[Extracted records]
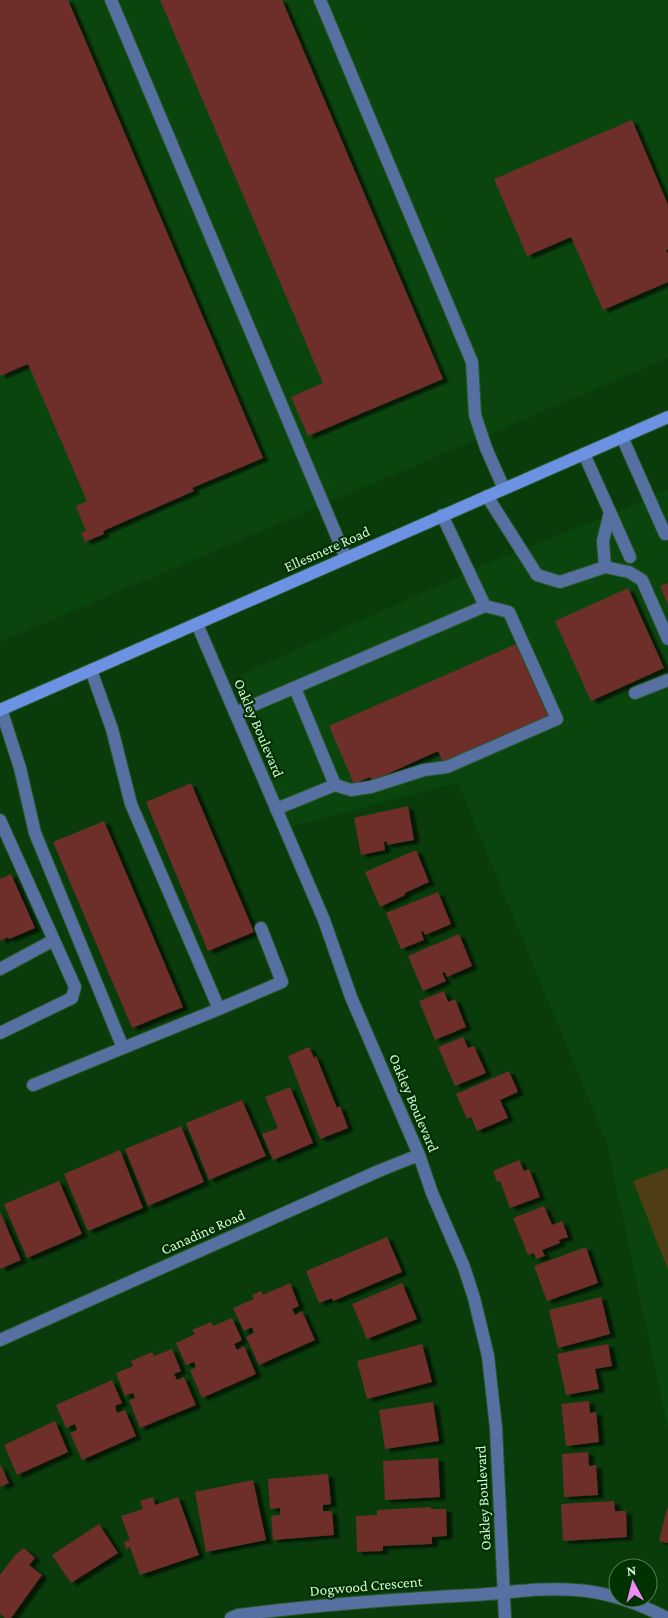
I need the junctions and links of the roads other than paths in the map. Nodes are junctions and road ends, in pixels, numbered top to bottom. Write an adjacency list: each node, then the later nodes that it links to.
1 (111, 0): 12 (street)
2 (320, 0): 6 (street)
3 (668, 417): 4 (main road, Ellesmere Road)
4 (622, 437): 5 (main road, Ellesmere Road); 10 (street)
5 (584, 454): 6 (main road, Ellesmere Road); 8 (street)
6 (504, 489): 7 (main road, Ellesmere Road)
7 (487, 496): 9 (main road, Ellesmere Road); 13 (street)
8 (610, 512): 11 (street); 13 (street)
9 (442, 515): 12 (main road, Ellesmere Road); 14 (street)
10 (668, 533)
11 (630, 557)
12 (346, 558): 15 (main road, Ellesmere Road)
13 (605, 567): 16 (street)
14 (485, 606): 19 (street); 23 (street)
15 (197, 624): 17 (main road, Ellesmere Road); 22 (street, Oakley Boulevard)
16 (668, 639)
17 (91, 670): 21 (main road, Ellesmere Road); 29 (street)
18 (668, 680): 20 (street)
19 (295, 688): 22 (street); 23 (street)
20 (635, 693)
21 (0, 709): 31 (street)
22 (235, 713): 24 (street, Oakley Boulevard)
23 (335, 785): 24 (street)
24 (276, 809): 33 (street, Oakley Boulevard)
25 (0, 820): 27 (street)
26 (260, 928): 29 (street)
27 (54, 940): 28 (street); 30 (street)
28 (0, 969)
29 (219, 1009): 31 (street)
30 (0, 1033)
31 (123, 1048): 32 (street)
32 (33, 1085)
33 (419, 1155): 34 (street, Canadine Road); 35 (street, Oakley Boulevard)
34 (0, 1340)
35 (504, 1592): 36 (street, Dogwood Crescent); 37 (street, Oakley Boulevard); 38 (street, Dogwood Crescent)
36 (231, 1618)
37 (505, 1618)
38 (667, 1618)

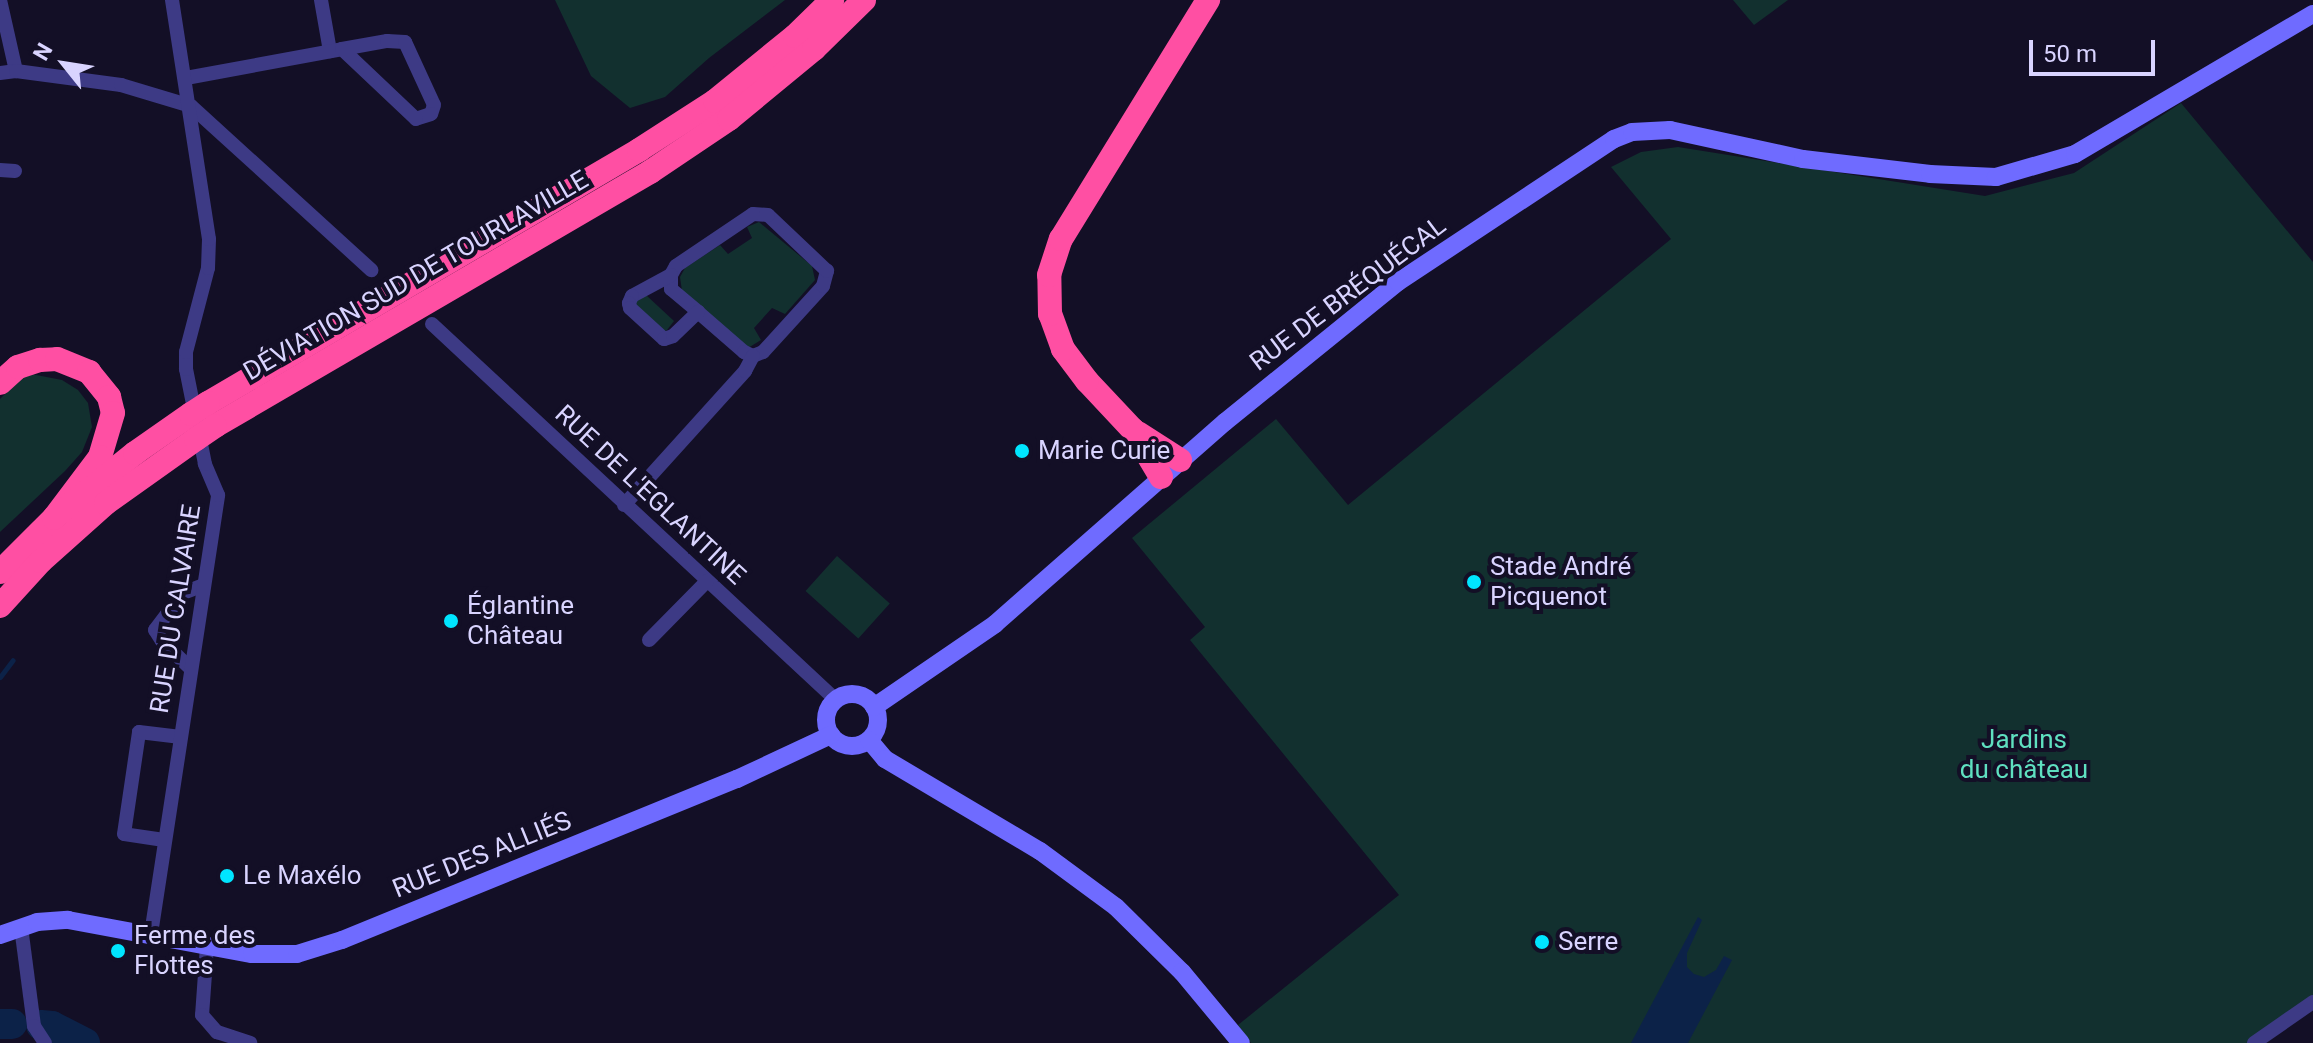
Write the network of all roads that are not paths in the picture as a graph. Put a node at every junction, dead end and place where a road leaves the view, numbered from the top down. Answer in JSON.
{"nodes":[{"id":1,"x":0,"y":0,"type":"edge"},
{"id":2,"x":172,"y":0,"type":"edge"},
{"id":3,"x":321,"y":0,"type":"edge"},
{"id":4,"x":832,"y":0,"type":"edge"},
{"id":5,"x":864,"y":0,"type":"edge"},
{"id":6,"x":1208,"y":0,"type":"edge"},
{"id":7,"x":2313,"y":14,"type":"edge"},
{"id":8,"x":336,"y":50,"type":"junction"},
{"id":9,"x":16,"y":71,"type":"junction"},
{"id":10,"x":0,"y":73,"type":"edge"},
{"id":11,"x":186,"y":78,"type":"junction"},
{"id":12,"x":191,"y":106,"type":"junction"},
{"id":13,"x":371,"y":270,"type":"dead end"},
{"id":14,"x":671,"y":275,"type":"junction"},
{"id":15,"x":698,"y":312,"type":"junction"},
{"id":16,"x":432,"y":324,"type":"dead end"},
{"id":17,"x":753,"y":356,"type":"junction"},
{"id":18,"x":0,"y":383,"type":"edge"},
{"id":19,"x":202,"y":421,"type":"junction"},
{"id":20,"x":1133,"y":430,"type":"junction"},
{"id":21,"x":1180,"y":460,"type":"junction"},
{"id":22,"x":1161,"y":477,"type":"junction"},
{"id":23,"x":624,"y":505,"type":"junction"},
{"id":24,"x":54,"y":518,"type":"junction"},
{"id":25,"x":0,"y":572,"type":"edge"},
{"id":26,"x":707,"y":581,"type":"junction"},
{"id":27,"x":204,"y":585,"type":"junction"},
{"id":28,"x":0,"y":606,"type":"edge"},
{"id":29,"x":649,"y":640,"type":"dead end"},
{"id":30,"x":191,"y":669,"type":"junction"},
{"id":31,"x":836,"y":700,"type":"junction"},
{"id":32,"x":874,"y":707,"type":"junction"},
{"id":33,"x":831,"y":735,"type":"junction"},
{"id":34,"x":181,"y":737,"type":"junction"},
{"id":35,"x":869,"y":740,"type":"junction"},
{"id":36,"x":164,"y":840,"type":"junction"},
{"id":37,"x":21,"y":927,"type":"junction"},
{"id":38,"x":151,"y":934,"type":"junction"},
{"id":39,"x":0,"y":935,"type":"edge"},
{"id":40,"x":207,"y":946,"type":"junction"},
{"id":41,"x":2313,"y":1002,"type":"edge"},
{"id":42,"x":45,"y":1043,"type":"edge"},
{"id":43,"x":250,"y":1043,"type":"edge"},
{"id":44,"x":1241,"y":1043,"type":"edge"},
{"id":45,"x":2254,"y":1043,"type":"edge"}],
"edges":[{"from":1,"to":9,"type":"street"},
{"from":2,"to":11,"type":"street","name":"RUE DU CALVAIRE"},
{"from":3,"to":8,"type":"street"},
{"from":4,"to":19,"type":"highway","name":"DÉVIATION SUD DE TOURLAVILLE"},
{"from":5,"to":19,"type":"highway","name":"DÉVIATION SUD DE TOURLAVILLE"},
{"from":6,"to":20,"type":"highway"},
{"from":7,"to":21,"type":"street","name":"RUE DE BRÉQUÉCAL"},
{"from":8,"to":8,"type":"street"},
{"from":8,"to":11,"type":"street"},
{"from":9,"to":10,"type":"street"},
{"from":9,"to":12,"type":"street"},
{"from":11,"to":12,"type":"street","name":"RUE DU CALVAIRE"},
{"from":12,"to":13,"type":"street"},
{"from":12,"to":27,"type":"street","name":"RUE DU CALVAIRE"},
{"from":14,"to":15,"type":"street"},
{"from":14,"to":15,"type":"street"},
{"from":14,"to":17,"type":"street"},
{"from":15,"to":17,"type":"street"},
{"from":16,"to":23,"type":"street","name":"RUE DE L'EGLANTINE"},
{"from":17,"to":23,"type":"street"},
{"from":18,"to":24,"type":"highway"},
{"from":19,"to":24,"type":"highway","name":"DÉVIATION SUD DE TOURLAVILLE"},
{"from":19,"to":28,"type":"highway","name":"DÉVIATION SUD DE TOURLAVILLE"},
{"from":20,"to":21,"type":"highway"},
{"from":20,"to":22,"type":"highway"},
{"from":21,"to":22,"type":"street","name":"RUE DE BRÉQUÉCAL"},
{"from":22,"to":32,"type":"street","name":"RUE DE BRÉQUÉCAL"},
{"from":23,"to":26,"type":"street","name":"RUE DE L'EGLANTINE"},
{"from":24,"to":25,"type":"highway","name":"DÉVIATION SUD DE TOURLAVILLE"},
{"from":26,"to":29,"type":"street"},
{"from":26,"to":31,"type":"street","name":"RUE DE L'EGLANTINE"},
{"from":27,"to":30,"type":"street","name":"RUE DU CALVAIRE"},
{"from":27,"to":30,"type":"street"},
{"from":30,"to":34,"type":"street","name":"RUE DU CALVAIRE"},
{"from":31,"to":32,"type":"street"},
{"from":31,"to":33,"type":"street"},
{"from":32,"to":35,"type":"street"},
{"from":33,"to":35,"type":"street"},
{"from":33,"to":40,"type":"street","name":"RUE DES ALLIÉS"},
{"from":34,"to":36,"type":"street","name":"RUE DU CALVAIRE"},
{"from":34,"to":36,"type":"street"},
{"from":35,"to":44,"type":"street"},
{"from":36,"to":38,"type":"street","name":"RUE DU CALVAIRE"},
{"from":37,"to":38,"type":"street","name":"RUE DES ALLIÉS"},
{"from":37,"to":39,"type":"street","name":"RUE DES ALLIÉS"},
{"from":37,"to":42,"type":"street"},
{"from":38,"to":40,"type":"street","name":"RUE DES ALLIÉS"},
{"from":40,"to":43,"type":"street"},
{"from":41,"to":45,"type":"street"}]}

**What you have to do**
Your answer should be each line of the data that contains the word "nodes", copied as it stands.

**Answer area**
I need the junctions and links of the roads other than paths in the map. Nodes are junctions and road ends, in pixels, numbered top to bottom. Write an adjacency list: each node, then the later nodes that it links to.
{"nodes":[{"id":1,"x":0,"y":0,"type":"edge"},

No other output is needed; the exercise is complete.